** Exercise material follows **
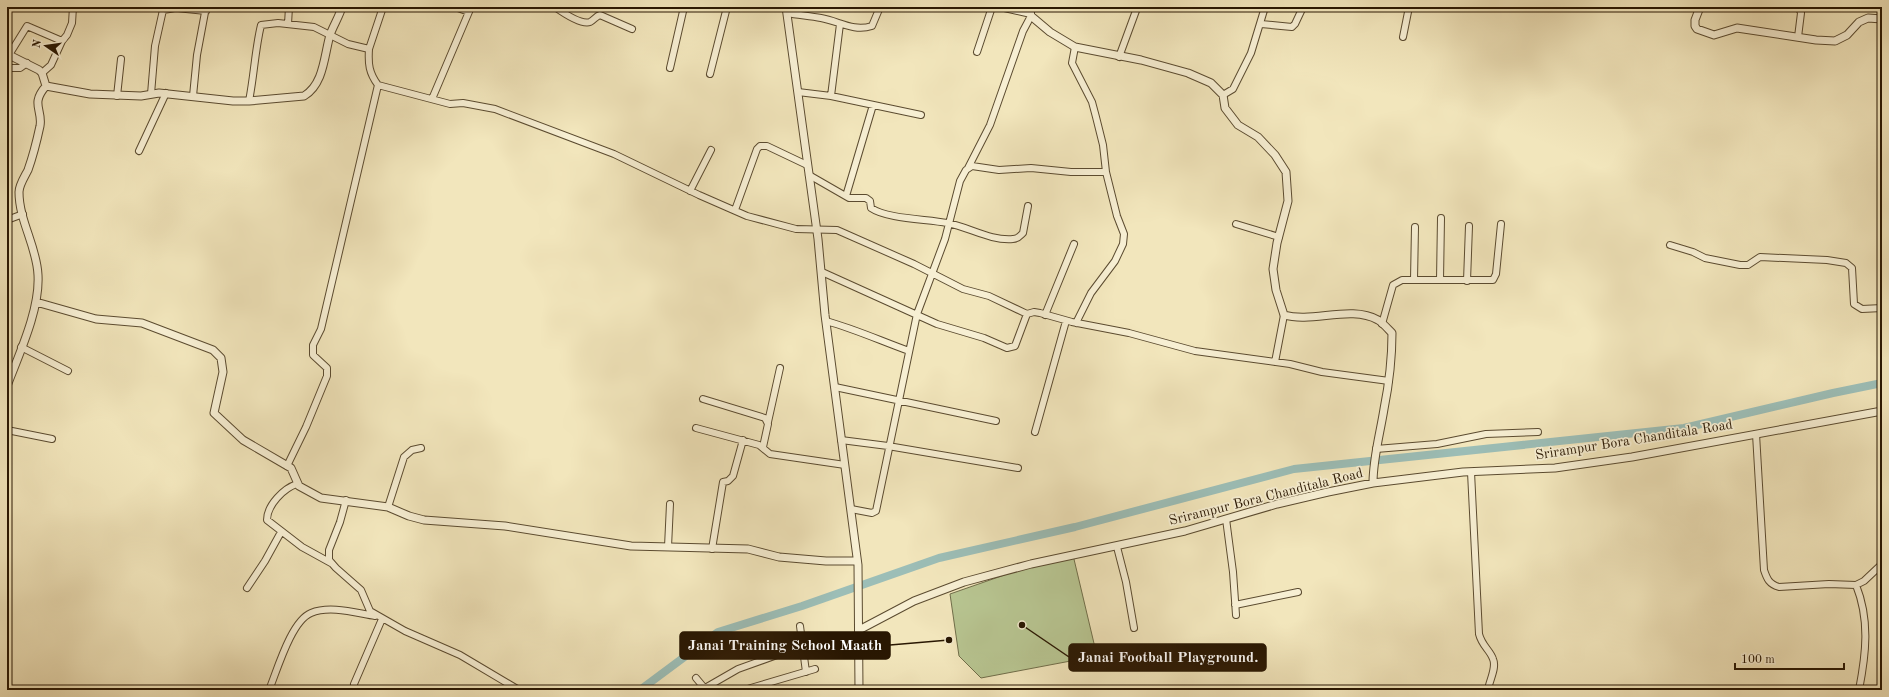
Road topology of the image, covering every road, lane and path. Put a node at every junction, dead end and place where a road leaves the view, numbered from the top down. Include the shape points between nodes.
1 (73, 7) edge
2 (289, 7) edge
3 (342, 7) edge
4 (383, 7) edge
5 (455, 7) edge
6 (555, 7) edge
7 (684, 7) edge
8 (727, 7) edge
9 (880, 7) edge
10 (992, 7) edge
11 (1000, 7) edge
12 (1265, 7) edge
13 (1303, 7) edge
14 (1409, 7) edge
15 (1700, 7) edge
16 (1796, 7) edge
17 (1137, 8) edge
18 (206, 9) edge
19 (470, 9) edge
20 (786, 10) edge
21 (1030, 13) edge
22 (1882, 18) edge
23 (288, 24) junction
24 (840, 24) junction
25 (1261, 24) junction
26 (632, 29) dead end
27 (330, 34) junction
28 (1402, 37) dead end
29 (1798, 37) junction
30 (62, 41) junction
31 (1075, 47) junction
32 (369, 49) junction
33 (977, 52) dead end
34 (8, 55) edge
35 (1119, 56) junction
36 (121, 59) dead end
37 (27, 63) junction
38 (7, 68) edge
39 (670, 68) dead end
40 (42, 73) junction
41 (710, 74) dead end
42 (378, 85) junction
43 (46, 86) junction
44 (798, 92) junction
45 (151, 94) junction
46 (166, 94) junction
47 (1223, 95) junction
48 (117, 96) junction
49 (193, 96) junction
50 (831, 96) junction
51 (432, 100) junction
52 (249, 102) junction
53 (873, 105) junction
54 (921, 115) dead end
55 (711, 150) dead end
56 (139, 151) dead end
57 (807, 165) junction
58 (968, 168) junction
59 (1106, 172) junction
60 (809, 175) junction
61 (690, 191) junction
62 (846, 196) junction
63 (1028, 206) dead end
64 (735, 210) junction
65 (23, 214) junction
66 (1441, 218) dead end
67 (7, 220) edge
68 (949, 223) junction
69 (1236, 224) dead end
70 (1501, 224) dead end
71 (1469, 226) dead end
72 (1415, 227) dead end
73 (817, 230) junction
74 (1279, 237) junction
75 (1074, 244) dead end
76 (1670, 245) dead end
77 (822, 272) junction
78 (932, 274) junction
79 (1414, 280) junction
80 (1440, 280) junction
81 (1467, 281) junction
82 (36, 302) junction
83 (1882, 308) edge
84 (916, 314) junction
85 (1027, 314) junction
86 (1046, 315) junction
87 (1284, 315) junction
88 (826, 321) junction
89 (1066, 321) junction
90 (1076, 323) junction
91 (1382, 324) junction
92 (21, 347) junction
93 (909, 351) junction
94 (1275, 362) junction
95 (780, 368) dead end
96 (68, 372) dead end
97 (1388, 381) junction
98 (7, 386) edge
99 (835, 387) junction
100 (703, 399) dead end
101 (899, 400) junction
102 (1882, 411) edge
103 (996, 421) dead end
104 (768, 422) junction
105 (696, 428) dead end
106 (7, 430) edge
107 (1035, 432) dead end
108 (1538, 432) dead end
109 (1756, 434) junction
110 (52, 439) dead end
111 (743, 440) junction
112 (841, 440) junction
113 (888, 446) junction
114 (763, 447) junction
115 (421, 448) dead end
116 (1375, 453) junction
117 (845, 465) junction
118 (287, 466) junction
119 (1018, 468) dead end
120 (1471, 472) junction
121 (1373, 483) junction
122 (297, 484) junction
123 (346, 500) junction
124 (670, 504) dead end
125 (388, 507) junction
126 (851, 509) junction
127 (1226, 519) junction
128 (281, 532) junction
129 (668, 547) junction
130 (1117, 547) junction
131 (712, 549) junction
132 (857, 561) junction
133 (331, 563) junction
134 (1882, 564) edge
135 (1856, 585) junction
136 (247, 588) dead end
137 (1298, 592) dead end
138 (1235, 605) junction
139 (1236, 615) dead end
140 (379, 617) junction
141 (800, 626) dead end
142 (1134, 628) dead end
143 (859, 630) junction
144 (802, 646) junction
145 (815, 669) dead end
146 (806, 672) junction
147 (696, 678) dead end
148 (354, 684) dead end
149 (705, 689) edge
150 (269, 690) edge
151 (519, 690) edge
152 (744, 690) edge
153 (859, 690) edge
154 (1488, 690) edge
155 (1859, 690) edge

1 - 30 street via 72,23
2 - 23 street
3 - 27 street
4 - 32 street
5 - 19 street
6 - 26 street via 584,22 589,22 600,14
7 - 39 street
8 - 41 street
9 - 24 street via 872,26 862,29
10 - 33 street
11 - 21 street
12 - 25 street
13 - 25 street via 1292,27
14 - 28 street
15 - 29 street via 1695,26 1714,35 1737,28
16 - 29 street via 1800,10
17 - 35 street
18 - 45 street via 163,10 155,46
18 - 49 street via 197,55
19 - 51 street
20 - 24 street
20 - 44 street
21 - 31 street via 1050,32
21 - 58 street via 990,125
22 - 29 street via 1868,18 1859,22 1847,35 1835,41
23 - 27 street via 314,27
23 - 52 street via 261,25
24 - 50 street
25 - 47 street via 1251,53 1233,90
27 - 32 street via 348,44
27 - 52 street via 322,70 311,92 304,96
30 - 34 street via 28,26
30 - 40 street via 51,65
31 - 35 street
31 - 59 street via 1072,63 1092,102 1103,145
32 - 42 street via 368,63 371,76
34 - 37 street
35 - 47 street via 1188,73 1211,83
36 - 48 street
37 - 38 street via 20,68
37 - 40 street
40 - 43 street
42 - 51 street
42 - 118 street via 321,329 312,351 313,356 327,368 327,376
43 - 48 street
43 - 65 street via 41,92 37,107 41,124 29,168 19,191
44 - 50 street
44 - 57 street
45 - 46 street
45 - 48 street
46 - 49 street
46 - 56 street
47 - 74 street via 1225,108 1238,126 1258,137 1275,155 1286,172 1288,201
49 - 52 street
50 - 53 street
51 - 61 street via 495,109 614,154
53 - 54 street
53 - 62 street
55 - 61 street
57 - 60 street
57 - 64 street via 767,146 760,146
58 - 59 street via 972,166 999,170 1031,168
58 - 68 street via 960,181
59 - 90 street via 1124,234 1123,244 1115,261 1091,292
60 - 62 street
60 - 73 street
61 - 64 street
62 - 68 street via 866,198 871,208 886,214
63 - 68 street via 1023,233 1018,239 984,234
64 - 73 street via 747,216 796,229
65 - 67 street
65 - 82 street via 38,276
66 - 80 street
68 - 78 street
69 - 74 street
70 - 81 street via 1495,278 1491,281
71 - 81 street
72 - 79 street
73 - 77 street
73 - 78 street via 837,230
74 - 87 street via 1273,270
75 - 86 street
76 - 83 street via 1706,258 1740,266 1748,265 1760,258 1846,263 1852,268 1854,304 1862,309
77 - 84 street
77 - 88 street
78 - 84 street
78 - 85 street
79 - 80 street
79 - 91 street via 1402,280 1393,285
80 - 81 street
82 - 92 street
82 - 118 street via 96,319 142,322 213,350 221,358 223,372 214,413 242,440
84 - 85 street via 937,324 1007,348 1015,346
84 - 93 street
85 - 86 street via 1034,312
86 - 89 street
87 - 91 street via 1295,318 1356,314
87 - 94 street
88 - 93 street
88 - 99 street
89 - 90 street
89 - 107 street
90 - 94 street via 1129,333 1195,351
91 - 97 street via 1392,333
92 - 96 street
92 - 98 street
93 - 101 street
94 - 97 street via 1322,372
95 - 104 street
97 - 116 street
99 - 101 street
99 - 112 street
100 - 104 street via 765,418
101 - 103 street
101 - 113 street
102 - 109 street, Srirampur Bora Chanditala Road
104 - 114 street
105 - 111 street
106 - 110 street
108 - 116 street via 1486,434
109 - 120 street, Srirampur Bora Chanditala Road via 1555,468
109 - 135 street via 1764,570 1768,580 1772,585 1779,587
111 - 114 street
111 - 131 street via 733,476 723,482
112 - 113 street
112 - 117 street
113 - 119 street
113 - 126 street via 876,511 872,513
114 - 117 street via 770,454
115 - 125 street via 412,450 404,457
116 - 121 street
117 - 126 street
118 - 122 street
120 - 121 street, Srirampur Bora Chanditala Road
120 - 154 street via 1479,634 1484,648 1494,659
121 - 127 street, Srirampur Bora Chanditala Road via 1277,504
122 - 123 street via 321,498
122 - 128 street via 283,491 266,518
123 - 125 street
123 - 133 street via 329,550
124 - 129 street
125 - 129 street via 424,520 505,526 631,546
126 - 132 street
127 - 130 street, Srirampur Bora Chanditala Road
127 - 138 street
128 - 133 street via 302,548
128 - 136 street
129 - 131 street
130 - 142 street
130 - 143 street, Srirampur Bora Chanditala Road via 1031,564 964,582 914,601
131 - 132 street via 748,549 779,557
132 - 143 street
133 - 140 street via 361,590 370,611
134 - 135 street
135 - 155 street via 1863,602 1866,626
137 - 138 street
138 - 139 street
140 - 148 street
140 - 150 street via 330,611 316,612 302,618 296,626
140 - 151 street via 460,655
141 - 144 street
143 - 153 street
144 - 146 street
144 - 149 street via 726,675
145 - 146 street
146 - 152 street
147 - 149 street

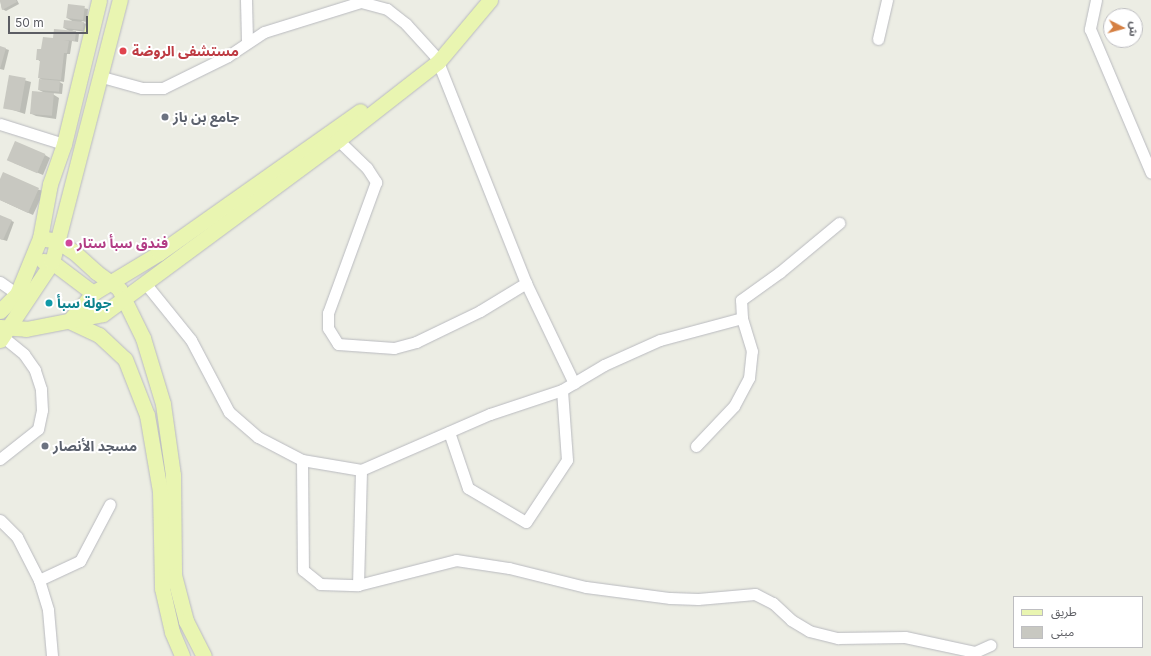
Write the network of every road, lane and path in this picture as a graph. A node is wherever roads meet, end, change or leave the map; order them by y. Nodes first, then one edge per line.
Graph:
1 (99, 0) edge
2 (120, 0) edge
3 (246, 0) edge
4 (490, 0) edge
5 (887, 0) edge
6 (1096, 0) edge
7 (878, 39) dead end
8 (247, 42) junction
9 (437, 59) junction
10 (102, 76) junction
11 (0, 124) edge
12 (338, 140) junction
13 (64, 144) junction
14 (1151, 173) edge
15 (839, 223) dead end
16 (40, 238) junction
17 (57, 241) junction
18 (32, 259) junction
19 (52, 262) junction
20 (0, 282) edge
21 (112, 283) junction
22 (145, 283) junction
23 (526, 283) junction
24 (93, 293) junction
25 (17, 294) junction
26 (126, 297) junction
27 (0, 311) edge
28 (742, 318) junction
29 (69, 322) junction
30 (3, 333) edge
31 (574, 383) junction
32 (562, 390) junction
33 (449, 432) junction
34 (696, 446) dead end
35 (0, 459) edge
36 (302, 460) junction
37 (361, 470) junction
38 (110, 504) dead end
39 (0, 520) edge
40 (39, 580) junction
41 (358, 585) junction
42 (991, 645) dead end
43 (52, 656) edge
44 (182, 656) edge
45 (204, 656) edge

1 - 13 main road
2 - 10 main road
3 - 8 street
4 - 9 main road
5 - 7 street
6 - 14 street
8 - 9 street
8 - 10 street
9 - 12 main road
9 - 21 main road
9 - 23 street
10 - 17 main road
11 - 13 street
12 - 22 main road
12 - 23 street
13 - 16 main road
15 - 28 street
16 - 17 main road
16 - 18 main road
17 - 19 main road
17 - 21 main road
18 - 19 main road
18 - 25 main road
19 - 24 main road
19 - 30 main road
20 - 25 street
21 - 24 main road
21 - 26 main road
22 - 26 main road
22 - 36 street
23 - 31 street
24 - 29 main road
25 - 27 main road
26 - 29 main road
26 - 45 main road
28 - 31 street
28 - 34 street
29 - 30 main road
29 - 44 main road
30 - 35 street
31 - 32 street
32 - 33 street
32 - 33 street
33 - 37 street
36 - 37 street
36 - 41 street
37 - 41 street
38 - 40 street
39 - 40 street
40 - 43 street
41 - 42 street

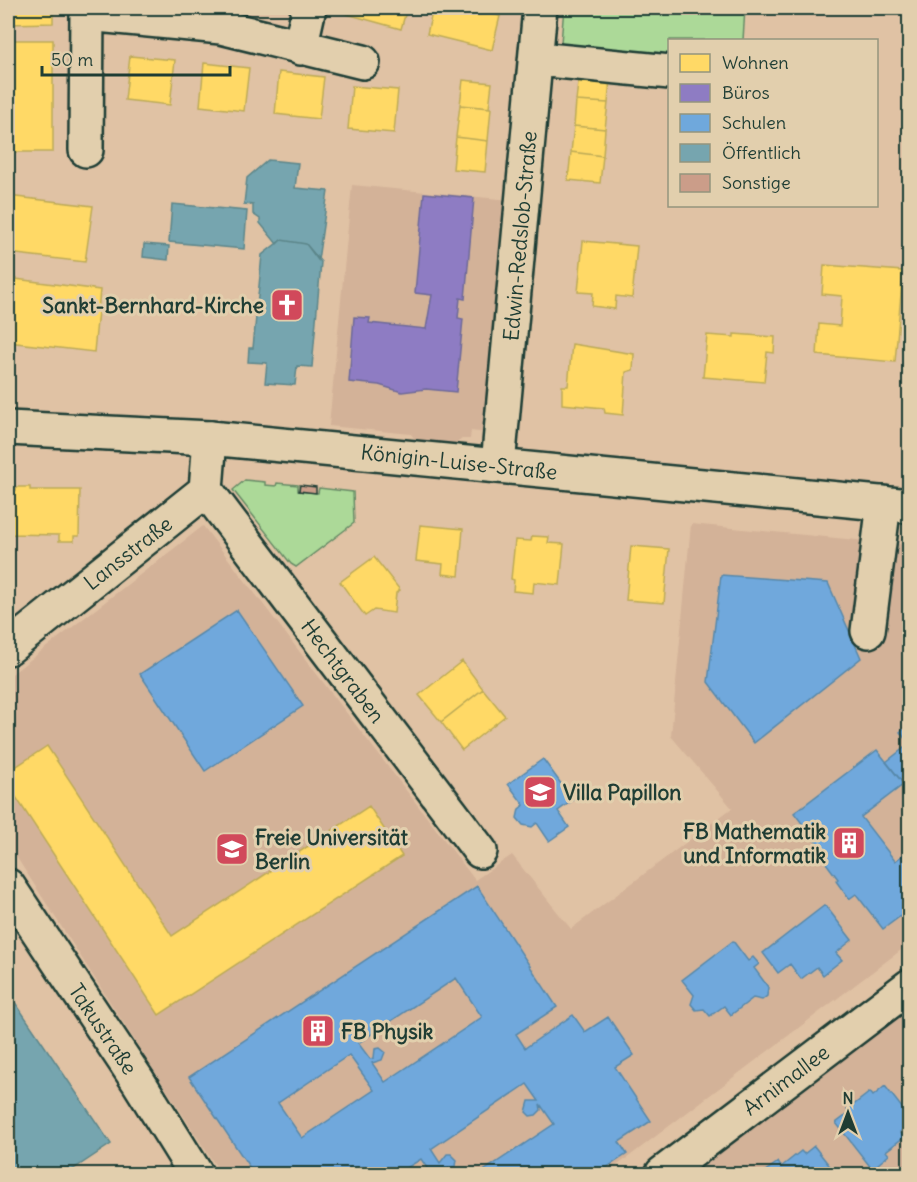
** End of Exercise material **
Report every line in the data that holds "Srirampur", copying each one.

102 - 109 street, Srirampur Bora Chanditala Road
109 - 120 street, Srirampur Bora Chanditala Road via 1555,468
120 - 121 street, Srirampur Bora Chanditala Road
121 - 127 street, Srirampur Bora Chanditala Road via 1277,504
127 - 130 street, Srirampur Bora Chanditala Road
130 - 143 street, Srirampur Bora Chanditala Road via 1031,564 964,582 914,601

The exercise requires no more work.